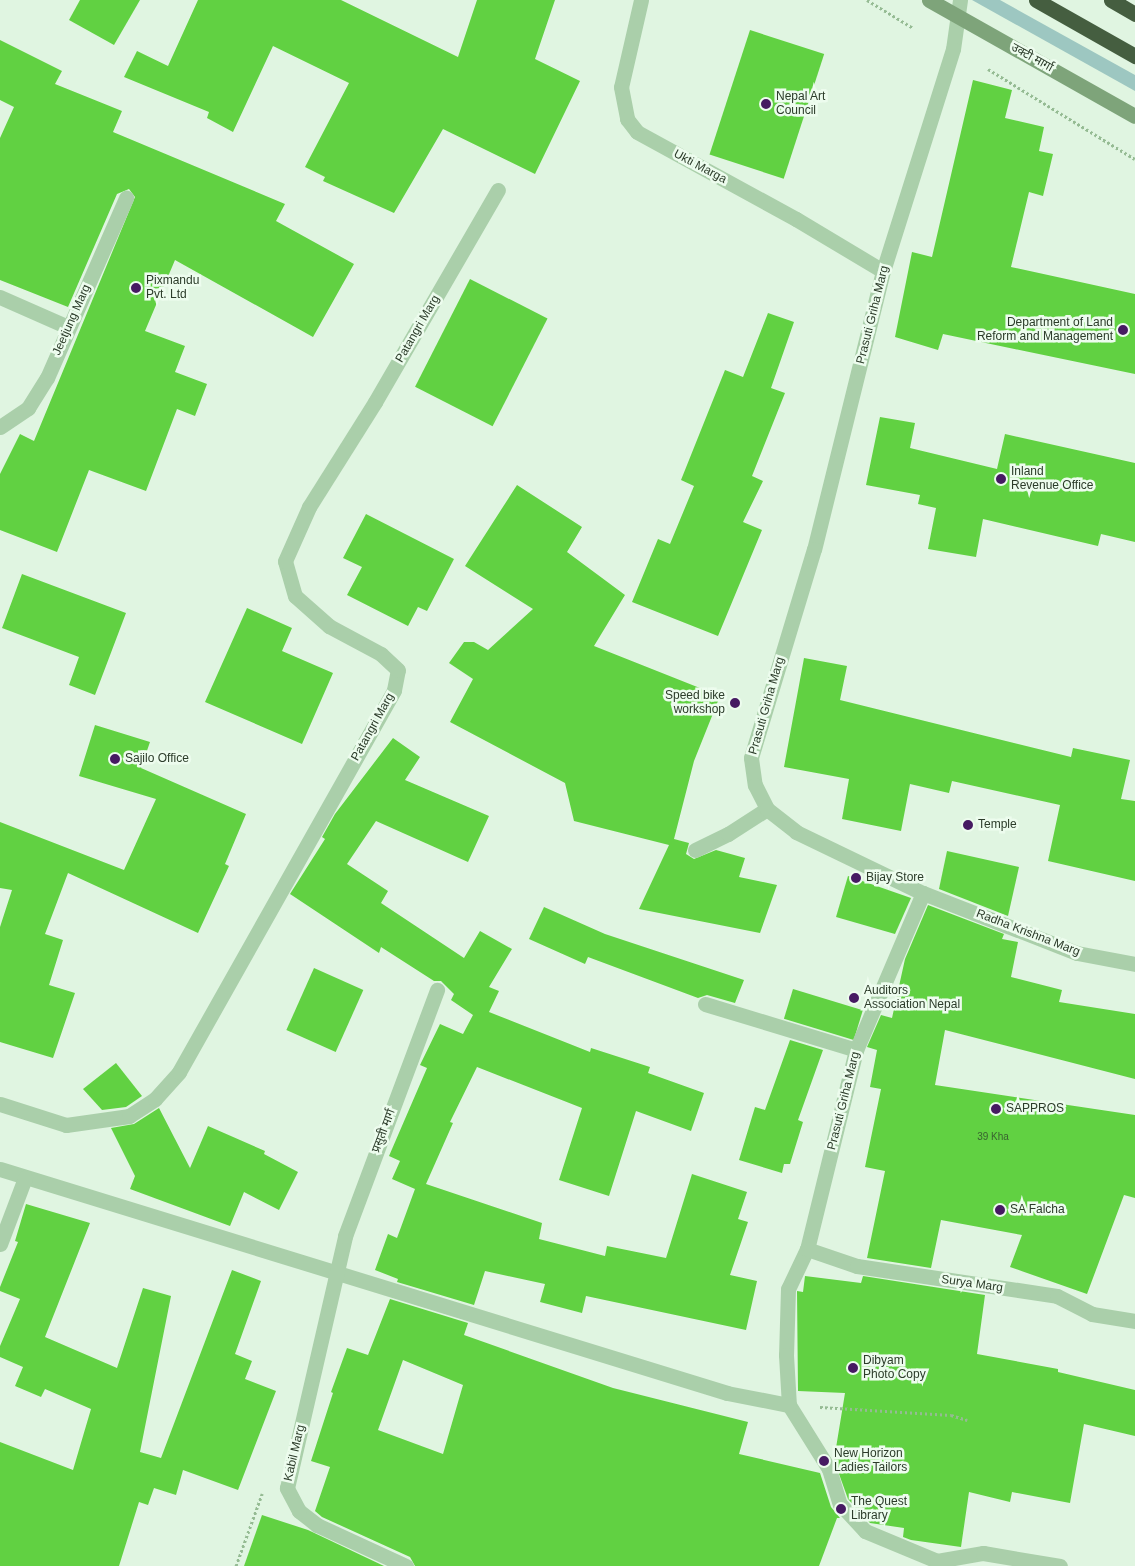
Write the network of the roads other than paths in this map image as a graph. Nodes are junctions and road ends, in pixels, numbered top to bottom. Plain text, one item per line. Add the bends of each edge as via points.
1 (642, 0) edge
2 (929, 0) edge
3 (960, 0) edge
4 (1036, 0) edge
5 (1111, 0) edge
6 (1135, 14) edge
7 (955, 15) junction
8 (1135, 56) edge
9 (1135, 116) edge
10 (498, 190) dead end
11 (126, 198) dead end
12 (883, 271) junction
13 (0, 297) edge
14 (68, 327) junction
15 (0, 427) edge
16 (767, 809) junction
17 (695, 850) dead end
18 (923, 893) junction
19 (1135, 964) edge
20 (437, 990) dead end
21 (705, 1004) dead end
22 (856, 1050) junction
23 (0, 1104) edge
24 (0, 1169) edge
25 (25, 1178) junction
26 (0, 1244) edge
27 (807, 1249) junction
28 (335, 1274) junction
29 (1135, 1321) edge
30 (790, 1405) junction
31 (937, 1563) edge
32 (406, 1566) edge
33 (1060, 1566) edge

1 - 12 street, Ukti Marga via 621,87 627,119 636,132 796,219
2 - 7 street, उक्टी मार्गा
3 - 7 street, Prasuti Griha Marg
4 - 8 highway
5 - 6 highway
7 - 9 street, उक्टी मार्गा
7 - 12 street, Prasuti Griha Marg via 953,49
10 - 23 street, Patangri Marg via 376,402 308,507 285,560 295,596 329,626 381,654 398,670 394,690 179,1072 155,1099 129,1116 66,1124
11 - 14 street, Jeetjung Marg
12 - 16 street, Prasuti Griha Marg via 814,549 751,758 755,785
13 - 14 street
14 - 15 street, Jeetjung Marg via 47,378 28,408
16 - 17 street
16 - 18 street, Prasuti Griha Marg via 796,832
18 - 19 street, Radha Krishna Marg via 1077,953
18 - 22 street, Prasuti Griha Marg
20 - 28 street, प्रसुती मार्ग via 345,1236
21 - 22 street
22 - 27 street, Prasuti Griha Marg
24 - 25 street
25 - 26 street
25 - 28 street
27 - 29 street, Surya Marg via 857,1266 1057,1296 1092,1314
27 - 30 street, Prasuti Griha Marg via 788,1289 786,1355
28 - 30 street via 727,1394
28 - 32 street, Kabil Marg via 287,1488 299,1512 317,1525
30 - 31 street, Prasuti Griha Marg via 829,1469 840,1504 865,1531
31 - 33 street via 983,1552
+++
[WHAT THE TASK REQUIRES]:
From the entries above, copy every line where the word "Jeetjung" shows up.

[TASK RESULT]:
11 - 14 street, Jeetjung Marg
14 - 15 street, Jeetjung Marg via 47,378 28,408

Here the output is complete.